- [What the task requires] Output the complete listing. Match it exactly.

- [Input]
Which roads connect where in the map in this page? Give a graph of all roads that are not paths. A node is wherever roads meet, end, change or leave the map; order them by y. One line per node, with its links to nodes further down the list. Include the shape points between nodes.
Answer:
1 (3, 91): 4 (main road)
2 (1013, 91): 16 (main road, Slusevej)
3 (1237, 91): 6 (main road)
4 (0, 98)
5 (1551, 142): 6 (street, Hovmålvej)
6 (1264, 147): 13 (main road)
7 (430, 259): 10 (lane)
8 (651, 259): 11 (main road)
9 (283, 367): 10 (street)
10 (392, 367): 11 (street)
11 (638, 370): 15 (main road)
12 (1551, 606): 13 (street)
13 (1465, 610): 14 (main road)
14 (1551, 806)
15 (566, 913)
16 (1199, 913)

- [Reply]
Which roads connect where in the map in this page? Give a graph of all roads that are not paths. A node is wherever roads meet, end, change or leave the map; order them by y. One line per node, with its links to nodes further down the list. Include the shape points between nodes.
Answer:
1 (3, 91): 4 (main road)
2 (1013, 91): 16 (main road, Slusevej)
3 (1237, 91): 6 (main road)
4 (0, 98)
5 (1551, 142): 6 (street, Hovmålvej)
6 (1264, 147): 13 (main road)
7 (430, 259): 10 (lane)
8 (651, 259): 11 (main road)
9 (283, 367): 10 (street)
10 (392, 367): 11 (street)
11 (638, 370): 15 (main road)
12 (1551, 606): 13 (street)
13 (1465, 610): 14 (main road)
14 (1551, 806)
15 (566, 913)
16 (1199, 913)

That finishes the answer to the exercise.